EXERCISE GOAL:
Output nothing but the lines from the first line of the entries to the line with "display:flex; align-items:center; gap:14px;", inclusive, exactly as they read.

GIVEN RECORDS:

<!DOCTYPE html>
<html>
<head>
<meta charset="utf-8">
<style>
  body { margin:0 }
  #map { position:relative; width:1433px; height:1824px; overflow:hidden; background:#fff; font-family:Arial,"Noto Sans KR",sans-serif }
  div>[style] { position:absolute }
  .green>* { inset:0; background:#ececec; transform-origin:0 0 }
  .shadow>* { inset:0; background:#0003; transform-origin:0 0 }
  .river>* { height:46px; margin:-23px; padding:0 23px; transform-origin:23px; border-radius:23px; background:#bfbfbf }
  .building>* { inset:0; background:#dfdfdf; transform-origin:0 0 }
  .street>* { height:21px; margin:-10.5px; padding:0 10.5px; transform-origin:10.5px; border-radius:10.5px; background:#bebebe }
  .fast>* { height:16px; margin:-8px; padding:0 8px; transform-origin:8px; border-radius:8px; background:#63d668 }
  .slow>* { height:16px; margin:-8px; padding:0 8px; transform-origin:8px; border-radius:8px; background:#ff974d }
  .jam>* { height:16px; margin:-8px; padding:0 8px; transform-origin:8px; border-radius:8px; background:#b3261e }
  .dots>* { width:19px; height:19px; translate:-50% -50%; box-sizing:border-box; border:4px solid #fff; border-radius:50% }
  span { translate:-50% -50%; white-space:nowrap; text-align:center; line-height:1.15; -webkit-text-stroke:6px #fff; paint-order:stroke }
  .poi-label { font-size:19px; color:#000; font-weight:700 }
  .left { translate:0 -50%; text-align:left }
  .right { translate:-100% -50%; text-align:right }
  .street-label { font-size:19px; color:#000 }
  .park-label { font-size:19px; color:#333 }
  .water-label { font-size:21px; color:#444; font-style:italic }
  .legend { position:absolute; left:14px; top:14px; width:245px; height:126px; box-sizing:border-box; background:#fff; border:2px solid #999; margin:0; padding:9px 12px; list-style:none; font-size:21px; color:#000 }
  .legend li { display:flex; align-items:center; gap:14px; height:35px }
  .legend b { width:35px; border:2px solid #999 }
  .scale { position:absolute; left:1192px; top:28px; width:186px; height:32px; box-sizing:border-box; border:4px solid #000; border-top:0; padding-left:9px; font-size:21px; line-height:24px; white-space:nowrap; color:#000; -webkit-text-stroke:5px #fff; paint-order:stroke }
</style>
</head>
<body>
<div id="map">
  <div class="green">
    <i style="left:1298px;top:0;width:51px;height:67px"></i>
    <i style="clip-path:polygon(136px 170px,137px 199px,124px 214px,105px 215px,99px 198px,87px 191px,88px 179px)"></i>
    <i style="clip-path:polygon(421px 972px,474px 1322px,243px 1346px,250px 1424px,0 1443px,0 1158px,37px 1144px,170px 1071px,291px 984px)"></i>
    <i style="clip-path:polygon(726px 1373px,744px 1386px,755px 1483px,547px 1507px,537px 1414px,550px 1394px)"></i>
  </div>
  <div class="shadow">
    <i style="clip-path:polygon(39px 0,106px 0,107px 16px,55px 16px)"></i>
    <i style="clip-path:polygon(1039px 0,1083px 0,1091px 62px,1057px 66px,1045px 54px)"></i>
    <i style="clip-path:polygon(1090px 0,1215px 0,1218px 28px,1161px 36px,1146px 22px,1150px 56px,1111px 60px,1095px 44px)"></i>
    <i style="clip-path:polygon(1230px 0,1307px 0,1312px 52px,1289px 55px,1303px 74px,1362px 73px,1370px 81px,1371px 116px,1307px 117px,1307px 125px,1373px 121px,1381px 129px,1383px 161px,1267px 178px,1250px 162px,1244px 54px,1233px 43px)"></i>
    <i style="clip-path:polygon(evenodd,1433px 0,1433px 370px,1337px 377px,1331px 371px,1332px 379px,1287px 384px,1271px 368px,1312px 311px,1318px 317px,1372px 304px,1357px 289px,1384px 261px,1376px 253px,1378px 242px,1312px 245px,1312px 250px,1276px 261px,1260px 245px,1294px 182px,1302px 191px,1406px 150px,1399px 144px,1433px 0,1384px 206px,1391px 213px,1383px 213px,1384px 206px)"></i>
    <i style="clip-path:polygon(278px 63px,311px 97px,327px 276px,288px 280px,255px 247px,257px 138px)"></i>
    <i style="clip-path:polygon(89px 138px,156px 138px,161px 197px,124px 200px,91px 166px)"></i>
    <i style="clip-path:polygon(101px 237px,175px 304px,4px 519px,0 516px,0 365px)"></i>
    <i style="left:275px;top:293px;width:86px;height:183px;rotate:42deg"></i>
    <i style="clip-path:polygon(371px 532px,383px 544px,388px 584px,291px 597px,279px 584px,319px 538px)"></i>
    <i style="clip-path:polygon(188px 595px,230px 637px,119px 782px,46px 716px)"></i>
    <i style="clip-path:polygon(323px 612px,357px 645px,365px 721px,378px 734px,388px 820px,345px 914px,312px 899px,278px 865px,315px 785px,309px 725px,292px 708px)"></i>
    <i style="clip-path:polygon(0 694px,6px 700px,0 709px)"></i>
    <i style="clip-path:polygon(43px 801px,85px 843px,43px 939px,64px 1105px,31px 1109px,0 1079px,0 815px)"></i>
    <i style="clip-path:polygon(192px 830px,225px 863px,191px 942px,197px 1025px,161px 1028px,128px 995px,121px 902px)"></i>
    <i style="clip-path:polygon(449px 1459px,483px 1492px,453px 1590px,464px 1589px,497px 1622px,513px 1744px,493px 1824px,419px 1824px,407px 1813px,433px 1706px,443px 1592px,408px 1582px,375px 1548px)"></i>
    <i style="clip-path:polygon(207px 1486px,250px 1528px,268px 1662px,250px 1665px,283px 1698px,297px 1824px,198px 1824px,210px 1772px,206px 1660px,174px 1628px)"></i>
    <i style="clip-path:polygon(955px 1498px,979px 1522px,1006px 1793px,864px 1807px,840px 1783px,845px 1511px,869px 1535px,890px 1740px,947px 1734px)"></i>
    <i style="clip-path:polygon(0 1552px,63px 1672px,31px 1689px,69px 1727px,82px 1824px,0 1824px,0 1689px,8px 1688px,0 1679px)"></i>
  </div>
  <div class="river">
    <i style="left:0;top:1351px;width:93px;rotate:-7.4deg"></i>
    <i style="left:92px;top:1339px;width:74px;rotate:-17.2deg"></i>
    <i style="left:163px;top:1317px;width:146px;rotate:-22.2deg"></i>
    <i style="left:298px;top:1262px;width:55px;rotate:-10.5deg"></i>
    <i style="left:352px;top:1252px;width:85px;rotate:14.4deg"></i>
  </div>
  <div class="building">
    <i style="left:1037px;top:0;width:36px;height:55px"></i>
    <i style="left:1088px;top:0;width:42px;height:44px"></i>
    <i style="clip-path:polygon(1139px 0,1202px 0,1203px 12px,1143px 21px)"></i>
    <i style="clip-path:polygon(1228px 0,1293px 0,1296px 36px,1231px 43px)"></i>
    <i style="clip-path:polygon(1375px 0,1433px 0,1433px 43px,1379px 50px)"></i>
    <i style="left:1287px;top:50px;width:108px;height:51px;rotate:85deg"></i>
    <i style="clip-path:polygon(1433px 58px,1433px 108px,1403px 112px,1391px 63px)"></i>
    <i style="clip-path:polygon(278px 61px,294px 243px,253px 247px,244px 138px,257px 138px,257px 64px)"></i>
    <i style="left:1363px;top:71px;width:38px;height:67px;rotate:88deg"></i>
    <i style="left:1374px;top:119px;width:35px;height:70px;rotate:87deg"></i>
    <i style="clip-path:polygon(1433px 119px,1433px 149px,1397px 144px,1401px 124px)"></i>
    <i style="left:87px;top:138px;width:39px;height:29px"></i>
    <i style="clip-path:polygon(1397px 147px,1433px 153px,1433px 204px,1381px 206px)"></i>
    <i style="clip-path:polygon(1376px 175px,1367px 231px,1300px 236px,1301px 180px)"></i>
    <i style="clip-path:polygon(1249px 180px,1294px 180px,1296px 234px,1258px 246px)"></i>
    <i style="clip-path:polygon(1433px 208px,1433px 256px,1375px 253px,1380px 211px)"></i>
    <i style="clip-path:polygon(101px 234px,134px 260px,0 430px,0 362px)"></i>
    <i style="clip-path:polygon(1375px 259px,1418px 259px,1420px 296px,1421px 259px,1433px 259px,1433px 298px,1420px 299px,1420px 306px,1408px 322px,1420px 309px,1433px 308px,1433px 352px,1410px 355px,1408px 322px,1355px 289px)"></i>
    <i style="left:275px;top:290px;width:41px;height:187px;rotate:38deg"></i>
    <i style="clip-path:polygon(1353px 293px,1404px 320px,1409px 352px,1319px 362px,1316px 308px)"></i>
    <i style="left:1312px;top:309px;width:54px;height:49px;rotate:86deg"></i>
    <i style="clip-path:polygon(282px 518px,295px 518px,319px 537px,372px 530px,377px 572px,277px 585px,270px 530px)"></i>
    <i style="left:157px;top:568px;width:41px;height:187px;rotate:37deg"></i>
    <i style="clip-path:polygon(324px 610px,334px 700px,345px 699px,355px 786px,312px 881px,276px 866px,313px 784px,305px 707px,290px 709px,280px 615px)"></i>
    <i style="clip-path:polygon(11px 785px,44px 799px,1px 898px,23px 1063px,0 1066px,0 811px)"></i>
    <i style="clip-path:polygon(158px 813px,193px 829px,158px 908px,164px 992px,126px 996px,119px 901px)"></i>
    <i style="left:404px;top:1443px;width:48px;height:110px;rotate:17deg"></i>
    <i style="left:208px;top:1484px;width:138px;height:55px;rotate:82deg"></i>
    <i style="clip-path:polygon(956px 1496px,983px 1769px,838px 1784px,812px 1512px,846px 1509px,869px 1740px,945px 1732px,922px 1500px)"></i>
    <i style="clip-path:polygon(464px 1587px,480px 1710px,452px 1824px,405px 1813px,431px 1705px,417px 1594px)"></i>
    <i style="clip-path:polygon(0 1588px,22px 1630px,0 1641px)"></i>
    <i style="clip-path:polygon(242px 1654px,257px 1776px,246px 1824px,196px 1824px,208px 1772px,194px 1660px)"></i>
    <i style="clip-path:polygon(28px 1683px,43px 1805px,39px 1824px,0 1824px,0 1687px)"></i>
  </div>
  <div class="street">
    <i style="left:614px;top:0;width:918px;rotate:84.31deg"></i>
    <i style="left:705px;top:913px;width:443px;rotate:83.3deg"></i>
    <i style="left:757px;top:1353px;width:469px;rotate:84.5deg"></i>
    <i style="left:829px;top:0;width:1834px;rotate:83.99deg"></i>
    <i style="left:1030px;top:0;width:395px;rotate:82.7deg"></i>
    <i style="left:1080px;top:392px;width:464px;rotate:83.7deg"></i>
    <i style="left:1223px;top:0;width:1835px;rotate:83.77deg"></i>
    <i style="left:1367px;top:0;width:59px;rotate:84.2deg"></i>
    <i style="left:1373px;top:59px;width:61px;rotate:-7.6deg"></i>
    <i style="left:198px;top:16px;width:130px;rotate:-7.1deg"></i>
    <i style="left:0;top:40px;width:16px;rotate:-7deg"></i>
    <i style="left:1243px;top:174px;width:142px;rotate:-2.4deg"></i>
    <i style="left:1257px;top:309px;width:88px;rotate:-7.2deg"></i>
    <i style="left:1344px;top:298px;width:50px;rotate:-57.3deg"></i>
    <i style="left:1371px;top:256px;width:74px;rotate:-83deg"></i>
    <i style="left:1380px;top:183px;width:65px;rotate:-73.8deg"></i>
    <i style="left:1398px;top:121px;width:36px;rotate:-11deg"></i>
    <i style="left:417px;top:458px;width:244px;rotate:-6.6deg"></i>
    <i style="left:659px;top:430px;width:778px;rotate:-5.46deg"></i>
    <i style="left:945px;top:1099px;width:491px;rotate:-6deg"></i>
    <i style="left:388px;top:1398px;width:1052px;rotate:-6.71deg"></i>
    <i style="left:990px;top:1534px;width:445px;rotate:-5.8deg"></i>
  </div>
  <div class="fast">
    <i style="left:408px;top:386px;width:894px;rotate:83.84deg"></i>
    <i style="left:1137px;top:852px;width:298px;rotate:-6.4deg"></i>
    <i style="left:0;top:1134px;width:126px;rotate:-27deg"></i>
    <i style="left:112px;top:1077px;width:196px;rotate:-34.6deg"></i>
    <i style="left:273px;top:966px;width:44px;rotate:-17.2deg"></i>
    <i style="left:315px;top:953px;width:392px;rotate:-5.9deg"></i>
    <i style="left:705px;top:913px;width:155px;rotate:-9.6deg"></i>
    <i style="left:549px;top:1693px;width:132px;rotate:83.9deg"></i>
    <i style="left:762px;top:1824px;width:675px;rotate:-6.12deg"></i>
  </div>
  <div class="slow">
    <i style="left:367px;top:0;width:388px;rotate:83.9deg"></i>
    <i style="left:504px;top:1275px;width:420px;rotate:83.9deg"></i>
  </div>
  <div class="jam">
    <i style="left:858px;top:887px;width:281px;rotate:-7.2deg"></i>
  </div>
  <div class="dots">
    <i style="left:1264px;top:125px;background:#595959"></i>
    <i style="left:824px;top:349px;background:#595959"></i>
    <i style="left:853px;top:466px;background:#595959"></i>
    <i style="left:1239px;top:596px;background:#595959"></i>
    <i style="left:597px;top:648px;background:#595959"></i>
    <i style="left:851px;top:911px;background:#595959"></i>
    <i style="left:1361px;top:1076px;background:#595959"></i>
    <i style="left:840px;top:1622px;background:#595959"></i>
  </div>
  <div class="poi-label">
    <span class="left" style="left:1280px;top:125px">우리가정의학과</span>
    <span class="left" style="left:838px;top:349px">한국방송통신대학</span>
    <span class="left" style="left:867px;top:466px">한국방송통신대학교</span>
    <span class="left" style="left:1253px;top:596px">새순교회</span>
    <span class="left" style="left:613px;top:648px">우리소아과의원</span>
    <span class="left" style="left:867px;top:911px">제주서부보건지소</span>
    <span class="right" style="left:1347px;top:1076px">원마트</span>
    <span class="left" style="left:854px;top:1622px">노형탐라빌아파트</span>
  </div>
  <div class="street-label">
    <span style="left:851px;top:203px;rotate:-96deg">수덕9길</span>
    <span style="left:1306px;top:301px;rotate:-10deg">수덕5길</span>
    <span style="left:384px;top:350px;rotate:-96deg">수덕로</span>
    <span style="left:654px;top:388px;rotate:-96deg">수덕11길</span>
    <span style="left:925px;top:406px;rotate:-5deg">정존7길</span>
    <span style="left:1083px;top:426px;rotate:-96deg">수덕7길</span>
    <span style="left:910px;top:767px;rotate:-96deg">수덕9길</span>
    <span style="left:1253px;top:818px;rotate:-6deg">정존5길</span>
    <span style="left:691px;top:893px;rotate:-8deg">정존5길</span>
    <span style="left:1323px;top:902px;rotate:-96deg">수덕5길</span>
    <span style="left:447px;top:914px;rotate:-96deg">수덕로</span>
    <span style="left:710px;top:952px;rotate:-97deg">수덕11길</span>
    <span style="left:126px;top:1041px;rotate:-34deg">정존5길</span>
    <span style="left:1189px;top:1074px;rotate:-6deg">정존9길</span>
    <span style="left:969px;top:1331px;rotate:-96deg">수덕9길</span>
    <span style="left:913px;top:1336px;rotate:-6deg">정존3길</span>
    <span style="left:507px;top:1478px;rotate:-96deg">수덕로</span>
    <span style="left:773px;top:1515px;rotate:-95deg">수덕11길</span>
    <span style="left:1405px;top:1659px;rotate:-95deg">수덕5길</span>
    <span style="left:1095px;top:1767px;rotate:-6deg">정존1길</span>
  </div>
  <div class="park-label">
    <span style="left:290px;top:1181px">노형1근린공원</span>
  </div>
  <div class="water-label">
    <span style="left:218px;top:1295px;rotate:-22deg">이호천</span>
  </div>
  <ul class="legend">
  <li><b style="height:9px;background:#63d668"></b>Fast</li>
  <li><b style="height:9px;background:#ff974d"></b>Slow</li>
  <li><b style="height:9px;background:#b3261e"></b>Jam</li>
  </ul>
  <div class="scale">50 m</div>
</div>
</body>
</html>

RESPONSE TO THE EXERCISE:
<!DOCTYPE html>
<html>
<head>
<meta charset="utf-8">
<style>
  body { margin:0 }
  #map { position:relative; width:1433px; height:1824px; overflow:hidden; background:#fff; font-family:Arial,"Noto Sans KR",sans-serif }
  div>[style] { position:absolute }
  .green>* { inset:0; background:#ececec; transform-origin:0 0 }
  .shadow>* { inset:0; background:#0003; transform-origin:0 0 }
  .river>* { height:46px; margin:-23px; padding:0 23px; transform-origin:23px; border-radius:23px; background:#bfbfbf }
  .building>* { inset:0; background:#dfdfdf; transform-origin:0 0 }
  .street>* { height:21px; margin:-10.5px; padding:0 10.5px; transform-origin:10.5px; border-radius:10.5px; background:#bebebe }
  .fast>* { height:16px; margin:-8px; padding:0 8px; transform-origin:8px; border-radius:8px; background:#63d668 }
  .slow>* { height:16px; margin:-8px; padding:0 8px; transform-origin:8px; border-radius:8px; background:#ff974d }
  .jam>* { height:16px; margin:-8px; padding:0 8px; transform-origin:8px; border-radius:8px; background:#b3261e }
  .dots>* { width:19px; height:19px; translate:-50% -50%; box-sizing:border-box; border:4px solid #fff; border-radius:50% }
  span { translate:-50% -50%; white-space:nowrap; text-align:center; line-height:1.15; -webkit-text-stroke:6px #fff; paint-order:stroke }
  .poi-label { font-size:19px; color:#000; font-weight:700 }
  .left { translate:0 -50%; text-align:left }
  .right { translate:-100% -50%; text-align:right }
  .street-label { font-size:19px; color:#000 }
  .park-label { font-size:19px; color:#333 }
  .water-label { font-size:21px; color:#444; font-style:italic }
  .legend { position:absolute; left:14px; top:14px; width:245px; height:126px; box-sizing:border-box; background:#fff; border:2px solid #999; margin:0; padding:9px 12px; list-style:none; font-size:21px; color:#000 }
  .legend li { display:flex; align-items:center; gap:14px; height:35px }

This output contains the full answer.